(Excerpts from a dataset)
+ + + + +

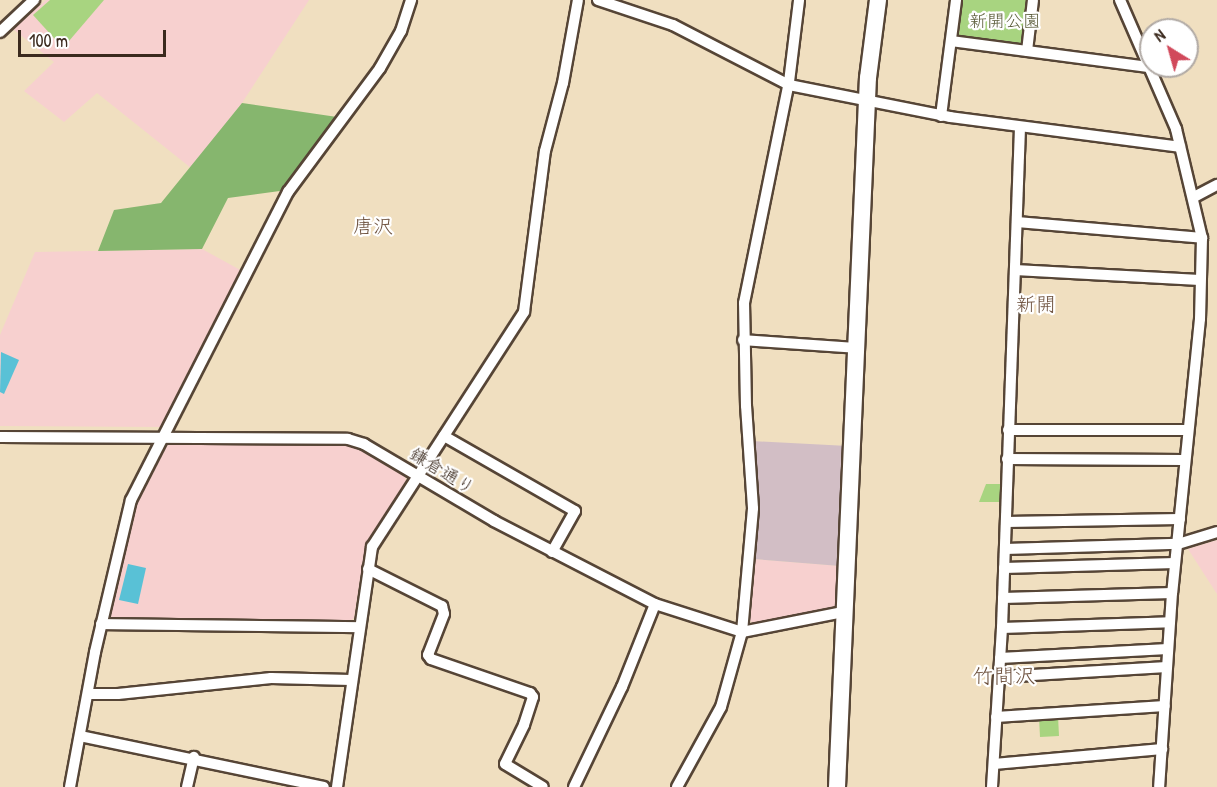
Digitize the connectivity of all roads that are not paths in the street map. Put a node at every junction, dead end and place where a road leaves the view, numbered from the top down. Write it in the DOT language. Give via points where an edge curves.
graph roads {
  1 [pos="34,0"];
  2 [pos="411,0"];
  3 [pos="578,0"];
  4 [pos="598,0"];
  5 [pos="800,0"];
  6 [pos="878,0"];
  7 [pos="956,0"];
  8 [pos="1033,0"];
  9 [pos="1120,0"];
  10 [pos="0,32"];
  11 [pos="951,41"];
  12 [pos="1139,45"];
  13 [pos="1027,51"];
  14 [pos="1139,66"];
  15 [pos="1152,78"];
  16 [pos="789,85"];
  17 [pos="868,102"];
  18 [pos="941,116"];
  19 [pos="1020,128"];
  20 [pos="1180,147"];
  21 [pos="1217,185"];
  22 [pos="1194,197"];
  23 [pos="1017,222"];
  24 [pos="1202,238"];
  25 [pos="1015,270"];
  26 [pos="1200,280"];
  27 [pos="743,340"];
  28 [pos="858,348"];
  29 [pos="1008,430"];
  30 [pos="1187,430"];
  31 [pos="444,436"];
  32 [pos="0,437"];
  33 [pos="161,438"];
  34 [pos="1007,459"];
  35 [pos="1184,460"];
  36 [pos="418,475"];
  37 [pos="1180,519"];
  38 [pos="1006,522"];
  39 [pos="1217,532"];
  40 [pos="1178,544"];
  41 [pos="1005,549"];
  42 [pos="552,552"];
  43 [pos="1174,563"];
  44 [pos="1004,568"];
  45 [pos="368,569"];
  46 [pos="1172,593"];
  47 [pos="1003,598"];
  48 [pos="655,604"];
  49 [pos="843,612"];
  50 [pos="1170,622"];
  51 [pos="101,624"];
  52 [pos="359,627"];
  53 [pos="1002,628"];
  54 [pos="742,632"];
  55 [pos="1168,649"];
  56 [pos="1000,658"];
  57 [pos="1167,667"];
  58 [pos="999,677"];
  59 [pos="351,681"];
  60 [pos="88,694"];
  61 [pos="1165,706"];
  62 [pos="996,717"];
  63 [pos="80,736"];
  64 [pos="1162,749"];
  65 [pos="194,757"];
  66 [pos="994,764"];
  67 [pos="70,787"];
  68 [pos="187,787"];
  69 [pos="324,787"];
  70 [pos="337,787"];
  71 [pos="543,787"];
  72 [pos="574,787"];
  73 [pos="677,787"];
  74 [pos="837,787"];
  75 [pos="992,787"];
  76 [pos="1158,787"];
  1 -- 10 [label="street"];
  2 -- 33 [label="street" via="401,31 380,68 295,180"];
  3 -- 31 [label="street" via="563,83 545,151 524,312"];
  4 -- 16 [label="street" via="673,25"];
  5 -- 16 [label="street"];
  6 -- 17 [label="street"];
  7 -- 11 [label="street"];
  8 -- 13 [label="street"];
  9 -- 12 [label="street"];
  11 -- 13 [label="street"];
  11 -- 18 [label="street"];
  13 -- 14 [label="street"];
  15 -- 20 [label="street"];
  16 -- 17 [label="street"];
  16 -- 27 [label="street" via="752,257"];
  17 -- 18 [label="street"];
  17 -- 28 [label="street"];
  18 -- 19 [label="street"];
  19 -- 20 [label="street"];
  19 -- 23 [label="street"];
  20 -- 22 [label="street"];
  21 -- 22 [label="street"];
  22 -- 24 [label="street"];
  23 -- 24 [label="street"];
  23 -- 25 [label="street"];
  24 -- 26 [label="street"];
  25 -- 26 [label="street"];
  25 -- 29 [label="street"];
  26 -- 30 [label="street"];
  27 -- 28 [label="street"];
  27 -- 54 [label="street" via="753,508"];
  28 -- 49 [label="street"];
  29 -- 30 [label="street"];
  29 -- 34 [label="street"];
  30 -- 35 [label="street"];
  31 -- 36 [label="street"];
  31 -- 42 [label="street" via="575,511"];
  32 -- 33 [label="street, 鎌倉通り"];
  33 -- 36 [label="street, 鎌倉通り" via="348,439"];
  33 -- 51 [label="street" via="131,500"];
  34 -- 35 [label="street"];
  34 -- 38 [label="street"];
  35 -- 37 [label="street"];
  36 -- 42 [label="street, 鎌倉通り"];
  36 -- 45 [label="street" via="372,547"];
  37 -- 38 [label="street"];
  37 -- 40 [label="street"];
  38 -- 41 [label="street"];
  39 -- 40 [label="street"];
  40 -- 41 [label="street"];
  40 -- 43 [label="street"];
  41 -- 44 [label="street"];
  42 -- 48 [label="street, 鎌倉通り"];
  43 -- 44 [label="street"];
  43 -- 46 [label="street"];
  44 -- 47 [label="street"];
  45 -- 52 [label="street"];
  45 -- 71 [label="street" via="442,606 444,614 428,655 431,659 530,693 533,697 524,725 505,764"];
  46 -- 47 [label="street"];
  46 -- 50 [label="street"];
  47 -- 53 [label="street"];
  48 -- 54 [label="street, 鎌倉通り"];
  48 -- 72 [label="street" via="622,687"];
  49 -- 54 [label="street, 鎌倉通り"];
  49 -- 74 [label="street"];
  50 -- 53 [label="street"];
  50 -- 55 [label="street"];
  51 -- 52 [label="street"];
  51 -- 60 [label="street"];
  52 -- 59 [label="street"];
  53 -- 56 [label="street"];
  54 -- 73 [label="street" via="721,707"];
  55 -- 56 [label="street"];
  55 -- 57 [label="street"];
  56 -- 58 [label="street"];
  57 -- 58 [label="street"];
  57 -- 61 [label="street"];
  58 -- 62 [label="street"];
  59 -- 60 [label="street" via="271,678"];
  59 -- 70 [label="street"];
  60 -- 63 [label="street"];
  61 -- 62 [label="street"];
  61 -- 64 [label="street"];
  62 -- 66 [label="street"];
  63 -- 65 [label="street"];
  63 -- 67 [label="street"];
  64 -- 66 [label="street"];
  64 -- 76 [label="street"];
  65 -- 68 [label="street"];
  65 -- 69 [label="street"];
  66 -- 75 [label="street"];
}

+ + + + +

Please count the lines above that contain the string "鎌倉通り" and reply with the number alone.

(SOLUTION TO THIS PROBLEM):
6